- TASK ITEM: For each line below that contains the word "down", return that line.

=== INPUT DATA ===

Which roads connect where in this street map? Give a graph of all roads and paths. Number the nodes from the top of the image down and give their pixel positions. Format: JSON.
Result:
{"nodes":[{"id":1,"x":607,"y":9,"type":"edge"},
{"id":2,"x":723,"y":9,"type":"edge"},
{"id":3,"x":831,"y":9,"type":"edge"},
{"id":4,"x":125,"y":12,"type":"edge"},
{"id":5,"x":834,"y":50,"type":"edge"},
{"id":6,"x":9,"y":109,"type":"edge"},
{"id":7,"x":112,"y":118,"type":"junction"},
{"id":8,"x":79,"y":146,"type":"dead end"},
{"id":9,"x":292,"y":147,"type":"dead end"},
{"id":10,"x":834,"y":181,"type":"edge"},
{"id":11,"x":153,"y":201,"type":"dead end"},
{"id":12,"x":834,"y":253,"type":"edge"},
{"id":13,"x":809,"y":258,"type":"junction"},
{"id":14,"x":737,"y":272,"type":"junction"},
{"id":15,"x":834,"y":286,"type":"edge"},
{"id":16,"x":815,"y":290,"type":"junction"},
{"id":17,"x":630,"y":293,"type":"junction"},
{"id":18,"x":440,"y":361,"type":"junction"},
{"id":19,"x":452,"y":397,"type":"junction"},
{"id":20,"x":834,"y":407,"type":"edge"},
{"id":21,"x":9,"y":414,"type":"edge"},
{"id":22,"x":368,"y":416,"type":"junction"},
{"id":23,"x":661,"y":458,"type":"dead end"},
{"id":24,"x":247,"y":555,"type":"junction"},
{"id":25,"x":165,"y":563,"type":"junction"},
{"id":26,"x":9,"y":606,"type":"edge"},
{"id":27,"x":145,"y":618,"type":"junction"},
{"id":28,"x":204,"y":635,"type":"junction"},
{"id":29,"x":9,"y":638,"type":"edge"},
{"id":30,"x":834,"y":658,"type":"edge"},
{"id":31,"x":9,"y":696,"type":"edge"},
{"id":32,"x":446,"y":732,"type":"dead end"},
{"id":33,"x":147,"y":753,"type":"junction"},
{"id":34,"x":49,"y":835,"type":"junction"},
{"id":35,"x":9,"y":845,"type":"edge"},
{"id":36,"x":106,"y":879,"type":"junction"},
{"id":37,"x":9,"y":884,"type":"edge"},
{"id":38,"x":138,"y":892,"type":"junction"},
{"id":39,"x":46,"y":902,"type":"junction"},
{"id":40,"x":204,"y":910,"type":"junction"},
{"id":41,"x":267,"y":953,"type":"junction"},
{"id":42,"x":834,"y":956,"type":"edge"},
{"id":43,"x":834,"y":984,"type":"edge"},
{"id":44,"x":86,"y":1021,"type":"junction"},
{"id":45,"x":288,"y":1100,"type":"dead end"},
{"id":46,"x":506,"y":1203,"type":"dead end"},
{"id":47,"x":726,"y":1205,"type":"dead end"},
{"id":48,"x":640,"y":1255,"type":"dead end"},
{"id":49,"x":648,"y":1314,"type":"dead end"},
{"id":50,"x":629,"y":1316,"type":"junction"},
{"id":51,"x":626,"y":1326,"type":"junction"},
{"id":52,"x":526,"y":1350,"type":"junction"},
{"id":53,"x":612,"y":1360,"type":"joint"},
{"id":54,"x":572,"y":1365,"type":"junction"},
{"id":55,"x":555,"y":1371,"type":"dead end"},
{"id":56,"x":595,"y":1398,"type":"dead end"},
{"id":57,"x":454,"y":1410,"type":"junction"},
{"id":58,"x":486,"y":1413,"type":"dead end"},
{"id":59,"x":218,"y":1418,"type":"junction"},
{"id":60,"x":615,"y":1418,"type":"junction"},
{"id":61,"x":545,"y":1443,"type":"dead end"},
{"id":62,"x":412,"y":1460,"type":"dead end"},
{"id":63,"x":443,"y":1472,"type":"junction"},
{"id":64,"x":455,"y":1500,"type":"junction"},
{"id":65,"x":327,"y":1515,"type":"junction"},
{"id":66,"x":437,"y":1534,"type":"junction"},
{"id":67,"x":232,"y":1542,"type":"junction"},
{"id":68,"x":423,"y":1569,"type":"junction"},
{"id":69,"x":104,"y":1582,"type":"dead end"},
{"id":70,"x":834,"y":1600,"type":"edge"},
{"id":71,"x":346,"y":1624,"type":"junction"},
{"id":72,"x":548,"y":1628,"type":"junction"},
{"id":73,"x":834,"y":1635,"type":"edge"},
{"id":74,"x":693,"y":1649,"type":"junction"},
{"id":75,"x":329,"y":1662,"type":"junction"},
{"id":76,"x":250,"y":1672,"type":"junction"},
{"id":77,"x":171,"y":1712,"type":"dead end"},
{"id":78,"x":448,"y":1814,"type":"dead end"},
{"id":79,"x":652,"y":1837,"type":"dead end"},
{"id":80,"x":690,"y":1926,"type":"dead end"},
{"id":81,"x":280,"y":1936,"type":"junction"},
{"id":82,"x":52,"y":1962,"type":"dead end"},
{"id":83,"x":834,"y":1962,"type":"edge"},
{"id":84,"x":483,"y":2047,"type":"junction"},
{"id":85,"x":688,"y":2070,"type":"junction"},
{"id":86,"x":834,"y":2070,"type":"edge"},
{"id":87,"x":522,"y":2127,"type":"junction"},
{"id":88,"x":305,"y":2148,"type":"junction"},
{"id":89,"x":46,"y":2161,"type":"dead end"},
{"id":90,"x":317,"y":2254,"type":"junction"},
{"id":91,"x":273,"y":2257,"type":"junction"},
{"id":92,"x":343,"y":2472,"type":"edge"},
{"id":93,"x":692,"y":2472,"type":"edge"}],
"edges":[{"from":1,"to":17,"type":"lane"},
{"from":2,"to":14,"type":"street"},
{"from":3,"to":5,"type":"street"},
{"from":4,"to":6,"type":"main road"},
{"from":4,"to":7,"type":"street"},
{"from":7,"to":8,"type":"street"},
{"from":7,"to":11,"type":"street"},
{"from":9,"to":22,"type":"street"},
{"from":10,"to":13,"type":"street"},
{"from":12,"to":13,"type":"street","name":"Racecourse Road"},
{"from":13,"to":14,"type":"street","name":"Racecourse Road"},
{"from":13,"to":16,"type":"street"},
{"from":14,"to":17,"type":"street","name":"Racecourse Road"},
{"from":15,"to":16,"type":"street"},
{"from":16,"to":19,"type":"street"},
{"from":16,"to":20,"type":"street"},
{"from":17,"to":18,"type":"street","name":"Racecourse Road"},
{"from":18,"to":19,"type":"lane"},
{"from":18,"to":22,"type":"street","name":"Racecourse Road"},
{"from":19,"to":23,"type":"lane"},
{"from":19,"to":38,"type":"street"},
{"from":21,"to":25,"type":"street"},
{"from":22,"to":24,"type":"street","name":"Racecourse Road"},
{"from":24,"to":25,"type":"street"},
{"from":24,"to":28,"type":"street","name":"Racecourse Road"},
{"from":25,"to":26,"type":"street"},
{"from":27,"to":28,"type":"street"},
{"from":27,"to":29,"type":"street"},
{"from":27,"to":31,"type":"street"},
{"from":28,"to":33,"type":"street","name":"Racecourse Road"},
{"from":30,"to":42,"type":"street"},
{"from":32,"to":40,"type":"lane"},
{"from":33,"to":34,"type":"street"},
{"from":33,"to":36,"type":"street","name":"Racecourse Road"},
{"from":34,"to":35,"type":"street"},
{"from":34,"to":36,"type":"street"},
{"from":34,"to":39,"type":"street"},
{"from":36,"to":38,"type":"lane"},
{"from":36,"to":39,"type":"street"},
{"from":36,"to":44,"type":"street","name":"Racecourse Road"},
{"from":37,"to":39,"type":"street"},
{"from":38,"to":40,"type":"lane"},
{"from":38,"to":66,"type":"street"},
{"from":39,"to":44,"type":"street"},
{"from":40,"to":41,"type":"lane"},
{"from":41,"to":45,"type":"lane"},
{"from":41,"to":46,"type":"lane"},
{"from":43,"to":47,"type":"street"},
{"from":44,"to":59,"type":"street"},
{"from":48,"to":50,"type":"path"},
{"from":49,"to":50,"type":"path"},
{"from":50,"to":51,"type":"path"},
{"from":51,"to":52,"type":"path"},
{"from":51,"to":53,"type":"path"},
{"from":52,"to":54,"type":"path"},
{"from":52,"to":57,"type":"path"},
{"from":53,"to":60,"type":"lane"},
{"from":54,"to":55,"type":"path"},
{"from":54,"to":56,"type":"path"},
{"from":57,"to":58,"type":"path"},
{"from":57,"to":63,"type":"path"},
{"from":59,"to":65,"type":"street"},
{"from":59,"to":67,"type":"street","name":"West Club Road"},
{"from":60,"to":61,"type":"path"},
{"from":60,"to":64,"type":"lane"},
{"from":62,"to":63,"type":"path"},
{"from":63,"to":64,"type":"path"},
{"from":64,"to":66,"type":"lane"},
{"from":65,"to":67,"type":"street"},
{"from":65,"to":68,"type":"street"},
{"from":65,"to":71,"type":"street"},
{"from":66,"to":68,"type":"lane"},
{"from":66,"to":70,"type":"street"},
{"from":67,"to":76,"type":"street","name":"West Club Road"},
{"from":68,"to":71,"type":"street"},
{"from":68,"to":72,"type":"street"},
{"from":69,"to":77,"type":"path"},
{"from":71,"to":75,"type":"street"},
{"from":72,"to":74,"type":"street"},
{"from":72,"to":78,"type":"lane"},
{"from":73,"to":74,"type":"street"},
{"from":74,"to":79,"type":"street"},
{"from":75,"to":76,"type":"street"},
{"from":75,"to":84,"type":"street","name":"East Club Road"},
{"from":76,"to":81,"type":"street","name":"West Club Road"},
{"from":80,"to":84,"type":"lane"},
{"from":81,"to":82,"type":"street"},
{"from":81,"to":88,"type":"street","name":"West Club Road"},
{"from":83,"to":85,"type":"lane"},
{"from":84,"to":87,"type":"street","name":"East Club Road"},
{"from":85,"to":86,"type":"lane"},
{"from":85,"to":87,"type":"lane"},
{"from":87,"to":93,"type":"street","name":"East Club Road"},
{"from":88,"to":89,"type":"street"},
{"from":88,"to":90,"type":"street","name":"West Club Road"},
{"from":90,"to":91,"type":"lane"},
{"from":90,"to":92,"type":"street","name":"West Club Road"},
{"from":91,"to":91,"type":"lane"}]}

===
=== INPUT DATA ===

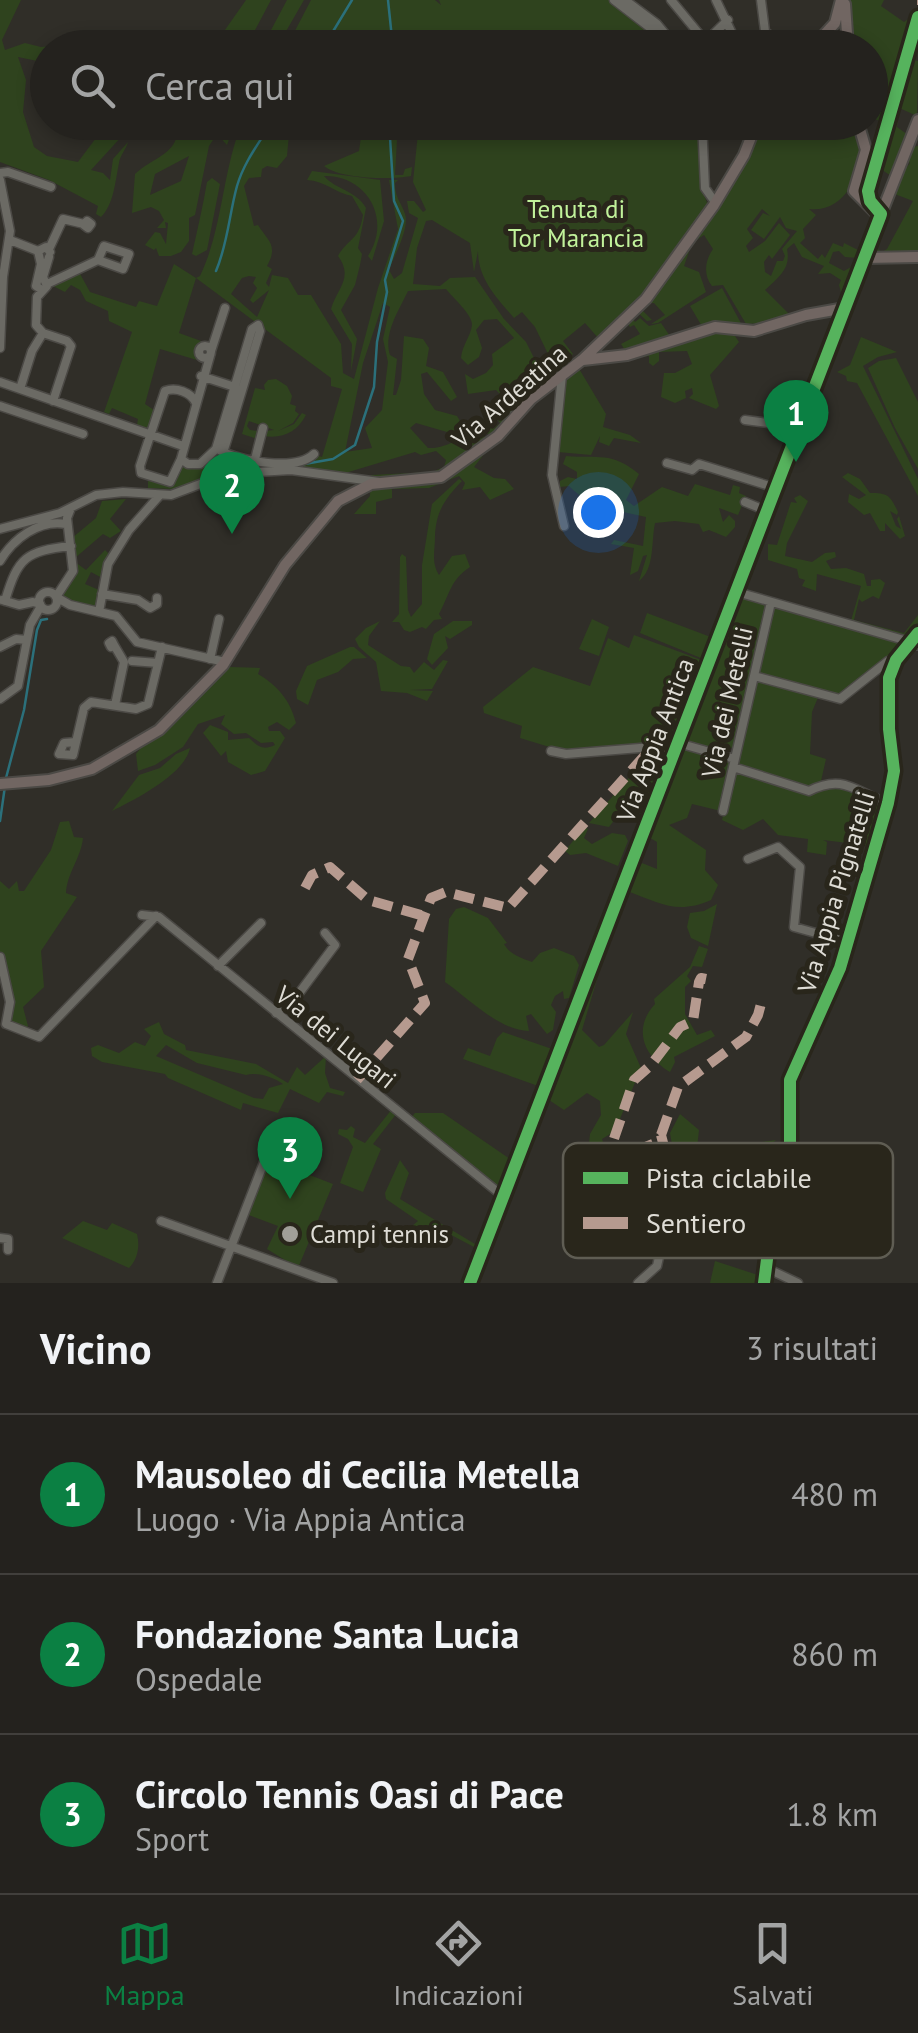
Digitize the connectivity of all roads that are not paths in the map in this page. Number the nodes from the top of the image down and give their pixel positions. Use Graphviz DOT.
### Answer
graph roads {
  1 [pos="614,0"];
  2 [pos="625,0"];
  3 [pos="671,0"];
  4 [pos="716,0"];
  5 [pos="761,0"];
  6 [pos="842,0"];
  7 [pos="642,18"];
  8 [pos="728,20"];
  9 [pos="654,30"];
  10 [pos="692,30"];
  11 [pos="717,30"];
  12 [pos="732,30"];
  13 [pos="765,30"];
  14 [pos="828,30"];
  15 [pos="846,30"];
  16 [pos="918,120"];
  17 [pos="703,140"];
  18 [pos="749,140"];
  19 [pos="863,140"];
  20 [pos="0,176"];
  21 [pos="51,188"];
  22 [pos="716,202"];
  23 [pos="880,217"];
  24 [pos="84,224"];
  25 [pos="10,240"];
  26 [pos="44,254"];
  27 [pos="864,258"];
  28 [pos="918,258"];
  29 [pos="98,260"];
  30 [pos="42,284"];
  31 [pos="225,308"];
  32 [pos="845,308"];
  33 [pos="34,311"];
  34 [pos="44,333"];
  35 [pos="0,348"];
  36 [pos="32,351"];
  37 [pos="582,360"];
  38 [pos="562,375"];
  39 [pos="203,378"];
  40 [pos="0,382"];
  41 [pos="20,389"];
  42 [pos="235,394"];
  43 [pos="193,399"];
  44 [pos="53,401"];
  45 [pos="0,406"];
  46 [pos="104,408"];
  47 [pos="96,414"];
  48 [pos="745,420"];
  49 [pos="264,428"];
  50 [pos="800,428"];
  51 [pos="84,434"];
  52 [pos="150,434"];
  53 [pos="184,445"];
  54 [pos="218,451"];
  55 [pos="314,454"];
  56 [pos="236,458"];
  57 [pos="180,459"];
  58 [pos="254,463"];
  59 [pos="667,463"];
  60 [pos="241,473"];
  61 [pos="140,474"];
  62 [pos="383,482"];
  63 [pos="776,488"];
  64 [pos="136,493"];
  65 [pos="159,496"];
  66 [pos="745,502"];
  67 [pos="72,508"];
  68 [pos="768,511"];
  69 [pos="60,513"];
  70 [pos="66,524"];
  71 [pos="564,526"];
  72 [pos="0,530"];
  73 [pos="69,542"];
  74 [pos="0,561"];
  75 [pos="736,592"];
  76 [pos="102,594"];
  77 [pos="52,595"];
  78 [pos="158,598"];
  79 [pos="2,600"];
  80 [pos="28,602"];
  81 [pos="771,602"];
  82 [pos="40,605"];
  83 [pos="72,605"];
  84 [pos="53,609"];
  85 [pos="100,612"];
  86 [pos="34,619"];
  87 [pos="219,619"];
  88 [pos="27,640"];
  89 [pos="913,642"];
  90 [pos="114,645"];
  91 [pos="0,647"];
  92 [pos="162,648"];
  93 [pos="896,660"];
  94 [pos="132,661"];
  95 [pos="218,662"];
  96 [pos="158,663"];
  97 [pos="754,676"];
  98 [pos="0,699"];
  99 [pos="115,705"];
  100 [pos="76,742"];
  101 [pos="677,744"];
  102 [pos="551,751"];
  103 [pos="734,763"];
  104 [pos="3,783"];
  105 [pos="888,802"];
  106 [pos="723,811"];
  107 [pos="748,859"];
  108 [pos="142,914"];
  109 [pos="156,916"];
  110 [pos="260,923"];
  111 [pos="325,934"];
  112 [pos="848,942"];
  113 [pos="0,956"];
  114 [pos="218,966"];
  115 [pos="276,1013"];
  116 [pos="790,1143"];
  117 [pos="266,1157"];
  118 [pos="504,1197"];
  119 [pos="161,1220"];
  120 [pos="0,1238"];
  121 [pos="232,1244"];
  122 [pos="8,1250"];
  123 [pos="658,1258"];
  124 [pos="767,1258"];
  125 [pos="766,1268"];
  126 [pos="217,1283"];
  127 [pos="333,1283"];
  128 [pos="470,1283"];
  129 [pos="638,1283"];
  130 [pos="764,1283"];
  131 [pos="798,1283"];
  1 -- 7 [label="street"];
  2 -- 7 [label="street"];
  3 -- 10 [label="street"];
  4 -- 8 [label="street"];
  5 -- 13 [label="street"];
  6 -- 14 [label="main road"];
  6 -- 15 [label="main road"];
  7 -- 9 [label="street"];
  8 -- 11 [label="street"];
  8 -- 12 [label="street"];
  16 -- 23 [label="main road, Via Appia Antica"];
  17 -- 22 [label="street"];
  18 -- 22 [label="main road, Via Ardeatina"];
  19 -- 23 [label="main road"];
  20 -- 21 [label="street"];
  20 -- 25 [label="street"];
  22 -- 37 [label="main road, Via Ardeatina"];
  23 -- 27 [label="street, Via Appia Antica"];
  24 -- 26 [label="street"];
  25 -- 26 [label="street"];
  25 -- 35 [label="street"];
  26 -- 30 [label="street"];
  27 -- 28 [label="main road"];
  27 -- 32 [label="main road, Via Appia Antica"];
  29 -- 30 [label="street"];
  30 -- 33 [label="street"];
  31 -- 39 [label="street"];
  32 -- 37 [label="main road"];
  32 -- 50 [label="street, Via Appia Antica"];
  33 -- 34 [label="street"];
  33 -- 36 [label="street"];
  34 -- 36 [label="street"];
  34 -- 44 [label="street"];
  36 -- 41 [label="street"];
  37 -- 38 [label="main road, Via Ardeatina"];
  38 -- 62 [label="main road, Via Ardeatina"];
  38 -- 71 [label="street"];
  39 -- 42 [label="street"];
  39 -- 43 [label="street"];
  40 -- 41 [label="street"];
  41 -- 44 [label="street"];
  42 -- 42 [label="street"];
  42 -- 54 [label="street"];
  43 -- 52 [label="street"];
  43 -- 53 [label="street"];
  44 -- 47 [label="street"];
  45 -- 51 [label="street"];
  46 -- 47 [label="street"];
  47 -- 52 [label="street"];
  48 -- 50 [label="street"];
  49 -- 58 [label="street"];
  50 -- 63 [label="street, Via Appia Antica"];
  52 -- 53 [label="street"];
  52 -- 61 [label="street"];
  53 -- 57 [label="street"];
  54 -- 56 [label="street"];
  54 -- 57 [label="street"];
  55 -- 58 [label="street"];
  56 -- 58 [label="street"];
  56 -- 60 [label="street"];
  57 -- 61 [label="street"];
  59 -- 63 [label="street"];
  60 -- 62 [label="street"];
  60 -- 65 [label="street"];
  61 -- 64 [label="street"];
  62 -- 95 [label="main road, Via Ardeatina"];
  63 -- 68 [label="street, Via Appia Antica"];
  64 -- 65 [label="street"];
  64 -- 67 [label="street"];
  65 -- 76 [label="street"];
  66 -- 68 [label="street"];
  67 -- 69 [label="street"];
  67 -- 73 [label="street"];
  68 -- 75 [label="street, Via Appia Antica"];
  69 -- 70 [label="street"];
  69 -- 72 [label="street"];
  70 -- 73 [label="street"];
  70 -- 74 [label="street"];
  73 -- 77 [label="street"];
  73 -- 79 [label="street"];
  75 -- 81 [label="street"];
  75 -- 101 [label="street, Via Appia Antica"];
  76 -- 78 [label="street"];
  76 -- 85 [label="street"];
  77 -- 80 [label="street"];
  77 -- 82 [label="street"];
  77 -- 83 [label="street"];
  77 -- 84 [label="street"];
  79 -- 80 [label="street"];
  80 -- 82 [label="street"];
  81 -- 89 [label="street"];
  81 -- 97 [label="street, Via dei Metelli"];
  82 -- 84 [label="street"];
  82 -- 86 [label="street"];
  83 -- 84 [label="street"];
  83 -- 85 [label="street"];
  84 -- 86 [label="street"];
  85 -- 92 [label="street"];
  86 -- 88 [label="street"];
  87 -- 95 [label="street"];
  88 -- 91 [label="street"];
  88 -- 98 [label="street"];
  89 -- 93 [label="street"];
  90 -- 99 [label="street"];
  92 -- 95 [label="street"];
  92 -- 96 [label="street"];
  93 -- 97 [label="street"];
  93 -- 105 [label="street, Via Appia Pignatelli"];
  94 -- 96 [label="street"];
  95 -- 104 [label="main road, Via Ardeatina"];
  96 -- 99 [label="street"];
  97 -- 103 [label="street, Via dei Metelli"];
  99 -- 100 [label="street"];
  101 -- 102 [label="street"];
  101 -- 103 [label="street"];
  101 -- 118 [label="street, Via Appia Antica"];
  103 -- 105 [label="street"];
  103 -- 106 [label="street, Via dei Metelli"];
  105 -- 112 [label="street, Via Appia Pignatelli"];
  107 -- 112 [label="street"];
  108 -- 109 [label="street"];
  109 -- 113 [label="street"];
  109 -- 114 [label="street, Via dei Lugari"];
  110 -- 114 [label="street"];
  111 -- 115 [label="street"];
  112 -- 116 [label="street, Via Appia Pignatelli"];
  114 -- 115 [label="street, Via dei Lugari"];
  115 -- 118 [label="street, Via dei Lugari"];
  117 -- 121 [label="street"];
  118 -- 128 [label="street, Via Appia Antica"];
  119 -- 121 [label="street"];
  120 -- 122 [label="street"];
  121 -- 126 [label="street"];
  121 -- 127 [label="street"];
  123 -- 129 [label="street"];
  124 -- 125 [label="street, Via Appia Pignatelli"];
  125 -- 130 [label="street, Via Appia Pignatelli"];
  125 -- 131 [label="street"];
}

===

- EXERCISE SOLUTION:
Which roads connect where in this street map? Give a graph of all roads and paths. Number the nodes from the top of the image down and give their pixel positions. Format: JSON.
Digitize the connectivity of all roads that are not paths in the map in this page. Number the nodes from the top of the image down and give their pixel positions. Use Graphviz DOT.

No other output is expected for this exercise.